His first thought was along the lines that “KeyBase ought to be dead by now, because it’s been around for a while, it’s well-known, and the author himself took it offline long ago.”

Sadly, however, the KeyBase Trojan is alive and well, even though it’s no longer openly available.

KeyBase is primarily a keylogger, meaning that it keeps track of what you type, collects up the data, and regularly uploads it to the crooks using innocent-looking HTTP requests.

When would-be cybercrooks set it up, there’s a point-and-click configuration system, so they don’t need any technical knowledge to decide what parts of your digital lifestyle to spy on:

Amongst other things, they can also keep track of what passes through the clipboard:

Monitoring the clipboard gives away plenty of information about your business, because you generally use the clipboard for items of immediate importance, such as copying-and-pasting text out of emails into documents, or vice versa.

That makes the clipboard a handy signal of interesting data about your business, such as this example data from KeyBase’s cloud-based servers:

KeyBase and other malware families like it are examples of Crimeware-as-a-Service (CaaS).

That’s where a group of technically-savvy criminals provides the servers and the control panels, renting out access to allow any number of non-technical crooks to jump right into the cybercrime scene.

Once a team of crooks has inside information on your business, such as your email passwords and a list of the people you do business with, they are well-placed to start bleeding you for money.

With ransomware, you generally know beyond doubt what has happened; you have a short list of choices of what to do next; and you have a firm price in Bitcoin staring you in the face.

But with system-sniffing malware like KeyBase to teach them how to login to your accounts, crooks can correspond with your creditors and debtors using your email address; change account numbers to divert payments; alter invoices; place bogus orders…

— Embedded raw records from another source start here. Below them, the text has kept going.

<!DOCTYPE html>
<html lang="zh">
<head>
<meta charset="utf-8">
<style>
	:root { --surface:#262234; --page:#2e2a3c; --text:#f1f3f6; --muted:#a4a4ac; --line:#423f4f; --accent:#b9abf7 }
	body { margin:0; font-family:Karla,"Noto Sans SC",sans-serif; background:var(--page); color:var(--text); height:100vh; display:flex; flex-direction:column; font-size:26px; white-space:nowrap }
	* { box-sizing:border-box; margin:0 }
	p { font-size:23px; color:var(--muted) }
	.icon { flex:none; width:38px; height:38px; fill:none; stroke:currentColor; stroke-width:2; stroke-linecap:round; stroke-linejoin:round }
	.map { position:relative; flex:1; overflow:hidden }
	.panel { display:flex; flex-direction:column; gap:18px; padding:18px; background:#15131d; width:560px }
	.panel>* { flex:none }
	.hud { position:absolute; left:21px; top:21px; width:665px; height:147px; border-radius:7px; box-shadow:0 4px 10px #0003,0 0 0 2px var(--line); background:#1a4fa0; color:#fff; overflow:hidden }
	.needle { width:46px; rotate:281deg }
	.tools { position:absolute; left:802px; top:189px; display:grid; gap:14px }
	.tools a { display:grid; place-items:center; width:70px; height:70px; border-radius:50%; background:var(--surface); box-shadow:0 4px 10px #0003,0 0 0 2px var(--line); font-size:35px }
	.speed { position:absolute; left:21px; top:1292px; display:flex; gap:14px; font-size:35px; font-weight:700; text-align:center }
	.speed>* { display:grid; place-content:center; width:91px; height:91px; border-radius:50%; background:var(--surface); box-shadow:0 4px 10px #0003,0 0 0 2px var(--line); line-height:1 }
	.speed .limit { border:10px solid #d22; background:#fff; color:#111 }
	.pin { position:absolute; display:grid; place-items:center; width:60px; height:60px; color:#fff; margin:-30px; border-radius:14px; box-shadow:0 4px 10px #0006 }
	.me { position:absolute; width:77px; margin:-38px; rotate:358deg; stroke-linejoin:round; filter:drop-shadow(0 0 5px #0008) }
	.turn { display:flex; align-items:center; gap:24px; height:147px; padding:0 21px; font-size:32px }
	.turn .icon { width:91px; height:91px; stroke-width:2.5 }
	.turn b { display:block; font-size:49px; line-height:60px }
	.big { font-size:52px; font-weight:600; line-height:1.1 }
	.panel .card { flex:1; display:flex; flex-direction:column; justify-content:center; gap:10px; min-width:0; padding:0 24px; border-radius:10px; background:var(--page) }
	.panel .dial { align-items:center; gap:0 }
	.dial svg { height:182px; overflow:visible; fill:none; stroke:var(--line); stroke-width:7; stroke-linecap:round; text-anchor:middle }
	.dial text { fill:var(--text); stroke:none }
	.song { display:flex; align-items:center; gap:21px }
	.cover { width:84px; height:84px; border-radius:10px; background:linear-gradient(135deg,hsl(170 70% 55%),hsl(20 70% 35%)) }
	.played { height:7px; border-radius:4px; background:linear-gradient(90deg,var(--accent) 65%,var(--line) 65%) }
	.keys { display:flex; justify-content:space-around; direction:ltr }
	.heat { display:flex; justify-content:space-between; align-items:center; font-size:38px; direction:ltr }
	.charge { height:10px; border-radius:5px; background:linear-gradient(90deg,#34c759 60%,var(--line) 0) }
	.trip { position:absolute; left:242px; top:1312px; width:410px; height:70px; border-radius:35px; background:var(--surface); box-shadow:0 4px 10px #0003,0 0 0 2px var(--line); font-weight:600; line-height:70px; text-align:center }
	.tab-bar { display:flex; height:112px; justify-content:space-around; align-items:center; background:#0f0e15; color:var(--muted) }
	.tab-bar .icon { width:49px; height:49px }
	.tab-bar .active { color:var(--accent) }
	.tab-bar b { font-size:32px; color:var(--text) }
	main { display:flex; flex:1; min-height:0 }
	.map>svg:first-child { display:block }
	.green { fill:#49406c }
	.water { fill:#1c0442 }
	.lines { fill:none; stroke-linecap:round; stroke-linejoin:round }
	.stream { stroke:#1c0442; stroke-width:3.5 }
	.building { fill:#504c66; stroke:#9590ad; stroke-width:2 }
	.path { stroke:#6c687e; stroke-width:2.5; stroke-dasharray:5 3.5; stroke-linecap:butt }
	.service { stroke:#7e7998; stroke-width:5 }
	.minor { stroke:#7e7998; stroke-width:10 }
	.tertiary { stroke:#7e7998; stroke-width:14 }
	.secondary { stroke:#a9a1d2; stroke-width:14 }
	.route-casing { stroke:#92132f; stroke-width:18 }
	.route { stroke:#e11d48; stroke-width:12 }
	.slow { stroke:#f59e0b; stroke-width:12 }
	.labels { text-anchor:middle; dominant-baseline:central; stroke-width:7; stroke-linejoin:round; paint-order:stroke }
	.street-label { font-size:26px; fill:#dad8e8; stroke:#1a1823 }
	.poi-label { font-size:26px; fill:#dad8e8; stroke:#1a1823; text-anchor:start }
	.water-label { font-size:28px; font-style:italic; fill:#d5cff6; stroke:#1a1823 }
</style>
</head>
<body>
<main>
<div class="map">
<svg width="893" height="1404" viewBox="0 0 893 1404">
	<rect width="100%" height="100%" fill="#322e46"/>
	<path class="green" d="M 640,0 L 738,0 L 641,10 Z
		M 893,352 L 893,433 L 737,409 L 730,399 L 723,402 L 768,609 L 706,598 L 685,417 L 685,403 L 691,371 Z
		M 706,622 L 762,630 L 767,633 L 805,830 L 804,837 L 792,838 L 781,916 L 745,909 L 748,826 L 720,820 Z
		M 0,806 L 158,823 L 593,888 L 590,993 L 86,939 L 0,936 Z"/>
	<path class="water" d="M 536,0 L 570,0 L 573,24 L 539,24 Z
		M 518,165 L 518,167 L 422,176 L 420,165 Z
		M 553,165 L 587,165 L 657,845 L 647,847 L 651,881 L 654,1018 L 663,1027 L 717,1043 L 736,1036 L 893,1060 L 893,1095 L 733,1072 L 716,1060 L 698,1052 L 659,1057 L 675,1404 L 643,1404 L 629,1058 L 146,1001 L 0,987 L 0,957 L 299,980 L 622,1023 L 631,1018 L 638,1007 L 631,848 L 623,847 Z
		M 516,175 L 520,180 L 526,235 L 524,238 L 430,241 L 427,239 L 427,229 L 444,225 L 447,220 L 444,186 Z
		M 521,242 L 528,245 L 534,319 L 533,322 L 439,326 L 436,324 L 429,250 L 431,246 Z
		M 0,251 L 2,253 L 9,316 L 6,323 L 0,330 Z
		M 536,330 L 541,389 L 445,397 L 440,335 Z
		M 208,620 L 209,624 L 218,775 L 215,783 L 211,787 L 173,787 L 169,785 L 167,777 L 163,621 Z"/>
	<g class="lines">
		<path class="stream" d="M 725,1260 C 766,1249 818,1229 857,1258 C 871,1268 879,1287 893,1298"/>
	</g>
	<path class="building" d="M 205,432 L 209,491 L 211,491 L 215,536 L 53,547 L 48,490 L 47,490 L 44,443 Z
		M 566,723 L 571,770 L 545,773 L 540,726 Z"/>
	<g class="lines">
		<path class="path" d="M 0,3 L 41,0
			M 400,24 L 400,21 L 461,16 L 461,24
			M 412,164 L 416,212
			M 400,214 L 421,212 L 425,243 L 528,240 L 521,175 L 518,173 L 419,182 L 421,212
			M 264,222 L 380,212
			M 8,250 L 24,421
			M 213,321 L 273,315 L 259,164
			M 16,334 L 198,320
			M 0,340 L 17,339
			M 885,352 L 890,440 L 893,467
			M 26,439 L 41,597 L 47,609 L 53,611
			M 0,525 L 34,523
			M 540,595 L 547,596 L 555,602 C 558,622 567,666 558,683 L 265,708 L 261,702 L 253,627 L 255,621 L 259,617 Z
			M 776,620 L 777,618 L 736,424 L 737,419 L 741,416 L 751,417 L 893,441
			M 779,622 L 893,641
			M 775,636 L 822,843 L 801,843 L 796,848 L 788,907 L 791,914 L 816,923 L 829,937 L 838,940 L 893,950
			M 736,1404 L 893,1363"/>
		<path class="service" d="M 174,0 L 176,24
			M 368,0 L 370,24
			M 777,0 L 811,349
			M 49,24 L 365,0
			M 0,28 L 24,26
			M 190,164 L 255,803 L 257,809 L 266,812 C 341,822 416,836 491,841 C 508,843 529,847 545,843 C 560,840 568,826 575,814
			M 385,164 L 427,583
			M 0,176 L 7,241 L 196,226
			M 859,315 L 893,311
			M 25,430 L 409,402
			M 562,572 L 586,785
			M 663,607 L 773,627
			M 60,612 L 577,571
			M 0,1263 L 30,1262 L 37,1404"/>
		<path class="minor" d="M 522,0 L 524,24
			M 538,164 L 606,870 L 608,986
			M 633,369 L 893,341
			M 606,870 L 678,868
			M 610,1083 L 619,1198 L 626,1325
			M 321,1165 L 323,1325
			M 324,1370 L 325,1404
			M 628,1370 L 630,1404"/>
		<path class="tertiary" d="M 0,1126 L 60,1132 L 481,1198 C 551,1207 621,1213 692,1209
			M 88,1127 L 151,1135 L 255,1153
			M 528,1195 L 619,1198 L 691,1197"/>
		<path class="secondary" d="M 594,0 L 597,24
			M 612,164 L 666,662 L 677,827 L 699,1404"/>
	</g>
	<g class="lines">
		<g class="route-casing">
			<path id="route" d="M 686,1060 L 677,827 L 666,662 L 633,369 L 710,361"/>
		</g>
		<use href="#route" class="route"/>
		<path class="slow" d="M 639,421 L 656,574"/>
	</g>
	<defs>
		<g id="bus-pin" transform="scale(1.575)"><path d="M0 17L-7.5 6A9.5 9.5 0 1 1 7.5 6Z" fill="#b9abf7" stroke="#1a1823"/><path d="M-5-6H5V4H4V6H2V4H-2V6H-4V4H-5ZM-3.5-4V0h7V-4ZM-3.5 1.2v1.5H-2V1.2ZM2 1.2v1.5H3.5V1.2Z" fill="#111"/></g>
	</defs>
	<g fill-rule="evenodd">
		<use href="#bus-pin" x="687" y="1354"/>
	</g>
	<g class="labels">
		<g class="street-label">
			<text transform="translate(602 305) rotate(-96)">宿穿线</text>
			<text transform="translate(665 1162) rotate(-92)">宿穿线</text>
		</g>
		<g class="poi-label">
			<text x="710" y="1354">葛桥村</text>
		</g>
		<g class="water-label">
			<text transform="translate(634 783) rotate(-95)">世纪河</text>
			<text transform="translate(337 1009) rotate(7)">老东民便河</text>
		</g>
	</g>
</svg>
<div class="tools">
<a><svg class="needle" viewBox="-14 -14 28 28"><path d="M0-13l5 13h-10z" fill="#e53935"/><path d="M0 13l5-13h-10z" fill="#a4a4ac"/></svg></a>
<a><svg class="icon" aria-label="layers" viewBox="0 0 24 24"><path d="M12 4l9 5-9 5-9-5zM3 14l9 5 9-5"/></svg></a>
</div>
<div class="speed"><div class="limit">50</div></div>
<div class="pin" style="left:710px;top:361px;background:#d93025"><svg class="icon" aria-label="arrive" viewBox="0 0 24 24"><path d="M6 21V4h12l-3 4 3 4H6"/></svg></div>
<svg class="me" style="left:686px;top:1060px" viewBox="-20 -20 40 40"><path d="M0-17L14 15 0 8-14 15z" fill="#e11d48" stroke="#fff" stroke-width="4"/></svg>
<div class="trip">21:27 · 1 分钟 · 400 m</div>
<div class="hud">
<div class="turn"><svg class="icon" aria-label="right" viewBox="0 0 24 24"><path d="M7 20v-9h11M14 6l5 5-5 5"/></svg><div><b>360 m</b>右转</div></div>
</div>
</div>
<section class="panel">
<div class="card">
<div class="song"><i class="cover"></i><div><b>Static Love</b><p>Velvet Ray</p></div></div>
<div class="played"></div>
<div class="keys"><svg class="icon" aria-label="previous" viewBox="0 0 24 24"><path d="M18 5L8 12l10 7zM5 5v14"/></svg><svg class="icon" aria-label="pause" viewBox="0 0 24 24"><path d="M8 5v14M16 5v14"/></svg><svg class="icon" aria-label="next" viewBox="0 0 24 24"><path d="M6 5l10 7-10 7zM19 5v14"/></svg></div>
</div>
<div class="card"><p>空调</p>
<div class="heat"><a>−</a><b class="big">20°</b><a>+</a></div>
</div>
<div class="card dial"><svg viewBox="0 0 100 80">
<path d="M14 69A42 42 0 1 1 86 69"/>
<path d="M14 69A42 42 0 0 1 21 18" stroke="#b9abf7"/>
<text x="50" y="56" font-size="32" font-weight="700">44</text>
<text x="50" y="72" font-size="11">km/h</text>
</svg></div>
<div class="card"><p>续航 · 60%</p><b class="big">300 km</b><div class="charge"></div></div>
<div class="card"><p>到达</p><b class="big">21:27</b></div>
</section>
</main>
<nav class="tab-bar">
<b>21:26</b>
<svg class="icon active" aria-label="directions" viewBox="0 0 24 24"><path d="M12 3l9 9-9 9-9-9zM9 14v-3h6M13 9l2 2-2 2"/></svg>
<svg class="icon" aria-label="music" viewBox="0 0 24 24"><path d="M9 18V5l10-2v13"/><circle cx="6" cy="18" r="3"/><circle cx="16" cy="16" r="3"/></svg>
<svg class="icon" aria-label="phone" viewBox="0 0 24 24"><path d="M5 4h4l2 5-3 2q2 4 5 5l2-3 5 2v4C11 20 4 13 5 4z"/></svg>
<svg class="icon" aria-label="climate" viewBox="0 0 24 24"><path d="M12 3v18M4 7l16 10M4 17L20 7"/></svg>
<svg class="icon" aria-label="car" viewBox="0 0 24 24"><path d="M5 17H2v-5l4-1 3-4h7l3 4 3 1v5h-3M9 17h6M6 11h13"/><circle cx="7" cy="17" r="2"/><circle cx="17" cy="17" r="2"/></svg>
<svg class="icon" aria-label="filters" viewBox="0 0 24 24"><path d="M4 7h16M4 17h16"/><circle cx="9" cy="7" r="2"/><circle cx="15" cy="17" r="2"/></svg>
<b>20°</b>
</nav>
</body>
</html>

…and then, because they control your logins, they can cover their tracks (for example by deleting sent emails that you’ll know you didn’t write) to keep their swindle going as long as possible.

As we wrote in a recent article about a similar keylogging malware family known as HawkEye:

This is effectively […] high-tech crime available to low-tech criminals.

They [can buy] in the necessary booby-trapped documents; [buy] in the keylogger; [pay] someone to send very small quantities of spam; and then [settle] down to carry out old-fashioned, targeted deception and fraud.

What to do?

• Patch promptly. Word exploit kits such as those mentioned above usually rely on security holes that have already been been patched.
• Keep your security software up-to-date. A good anti-virus can block exploit kits, keyloggers and other malware in numerous different ways.
• Beware of unsolicited attachments. This can be hard if your job is business development and the email is a Request For Quotation, but avoid opening just any old document.
• If your email software supports it, use 2FA. That’s short for two-factor authentication, those one-time codes that come up on your phone or on a special security token. With 2FA, just stealing your email password isn’t enough on its own.
• Have a two-person process for important transactions. Paying invoices and changing account numbers for remittances shouldn’t be too easy. Require separate approval from a supervisor, so you always get a second opinion when company payments are at stake.